Moving past the previously uncertain pronouncements that they would "keep interest rates low for an extended period," the Fed now tells us that rates will not budge from rock bottom for at least two years. Although the markets rallied on the news (at least for a few minutes) in reality the policy will inflict untold harm on the U.S. economy. The move was so dangerous and misguided that three members of the Fed's Open Market Committee actually voted against it. This level of dissent within the Fed hasn't been seen for years.
Many economists have short-sightedly concluded that ultra low interest rates are a sure fire way to spur economic growth. The easier and cheaper it is to borrow, they argue, the more likely business and consumers are to spend. And because spending spurs growth, in their calculation, low rates are always good. But, as is typical, they have it backwards.
I believe that ultra-low interest rates are among the biggest impediments currently preventing genuine economic growth in the US economy. By committing to keep them near zero for the next two years, the Fed has actually lengthened the time Americans will now have to wait before a real recovery begins. Low rates are the root cause of the misallocation of resources that define the modern American economy.

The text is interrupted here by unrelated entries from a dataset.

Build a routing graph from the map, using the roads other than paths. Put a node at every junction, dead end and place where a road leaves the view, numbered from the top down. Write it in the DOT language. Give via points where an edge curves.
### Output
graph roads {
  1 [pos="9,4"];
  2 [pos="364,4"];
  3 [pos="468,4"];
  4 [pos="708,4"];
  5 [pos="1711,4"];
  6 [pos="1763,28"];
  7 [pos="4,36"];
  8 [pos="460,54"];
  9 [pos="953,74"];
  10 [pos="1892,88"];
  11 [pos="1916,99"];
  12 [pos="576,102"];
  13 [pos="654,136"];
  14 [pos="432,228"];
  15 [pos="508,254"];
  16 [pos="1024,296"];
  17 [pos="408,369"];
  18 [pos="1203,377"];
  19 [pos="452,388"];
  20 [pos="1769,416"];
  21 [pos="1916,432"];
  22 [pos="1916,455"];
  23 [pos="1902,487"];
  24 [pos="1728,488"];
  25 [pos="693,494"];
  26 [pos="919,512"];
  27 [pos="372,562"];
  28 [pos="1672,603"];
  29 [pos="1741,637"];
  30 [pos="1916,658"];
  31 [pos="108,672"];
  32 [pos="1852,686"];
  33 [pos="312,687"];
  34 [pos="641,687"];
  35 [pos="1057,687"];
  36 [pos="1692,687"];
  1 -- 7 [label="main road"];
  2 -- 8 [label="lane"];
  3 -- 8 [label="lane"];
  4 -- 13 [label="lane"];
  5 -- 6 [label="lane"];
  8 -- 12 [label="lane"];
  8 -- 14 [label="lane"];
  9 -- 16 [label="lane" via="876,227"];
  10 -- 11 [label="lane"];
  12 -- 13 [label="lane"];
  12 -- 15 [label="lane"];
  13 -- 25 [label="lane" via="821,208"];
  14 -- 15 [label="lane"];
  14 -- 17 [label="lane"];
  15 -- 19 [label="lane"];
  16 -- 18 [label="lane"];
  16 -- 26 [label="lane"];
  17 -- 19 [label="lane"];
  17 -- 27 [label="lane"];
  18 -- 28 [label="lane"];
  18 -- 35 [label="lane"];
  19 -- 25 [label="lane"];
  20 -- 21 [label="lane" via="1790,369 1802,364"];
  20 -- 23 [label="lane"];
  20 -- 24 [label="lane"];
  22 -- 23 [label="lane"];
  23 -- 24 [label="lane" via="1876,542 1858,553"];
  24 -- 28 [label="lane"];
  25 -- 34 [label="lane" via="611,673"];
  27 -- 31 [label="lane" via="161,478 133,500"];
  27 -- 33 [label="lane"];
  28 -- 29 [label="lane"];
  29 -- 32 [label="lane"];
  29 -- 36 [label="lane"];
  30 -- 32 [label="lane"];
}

As a direct result, Americans borrow, consume, and speculate too much, while we save, produce, and invest too little.
It may come as a shock to some, but just like everything else in a free market, interest rate levels are best determined by the freely interacting forces of supply and demand. In the case of interest rates, the determinative factors should be the supply of savings available to lend and the demand for money by people and business who want to borrow. Many of the beneficial elements of market determined rates are explained in my book How an Economy Grows and Why it Crashes. But allowing the government to determine interest rates as a matter of policy creates a number of distortions.
It was bad enough that the Fed held rates far too low, but at least a fig leaf of uncertainty kept the most brazen speculators in partial paralysis. But by specifically telegraphing policy, the Fed has now given cover to the most parasitic elements of the financial sector to undertake transactions that offer no economic benefit to the nation. Specifically, it will simply encourage banks to borrow money at zero percent from the Fed, and then use significant leverage to buy low yielding treasuries at 2 to 4 percent. The result is a banker's dream: guaranteed low risk profit. In other words it will encourage banks to lend to the government, which already borrows too much, and not lend to private borrowers, whose activity could actually benefit the economy.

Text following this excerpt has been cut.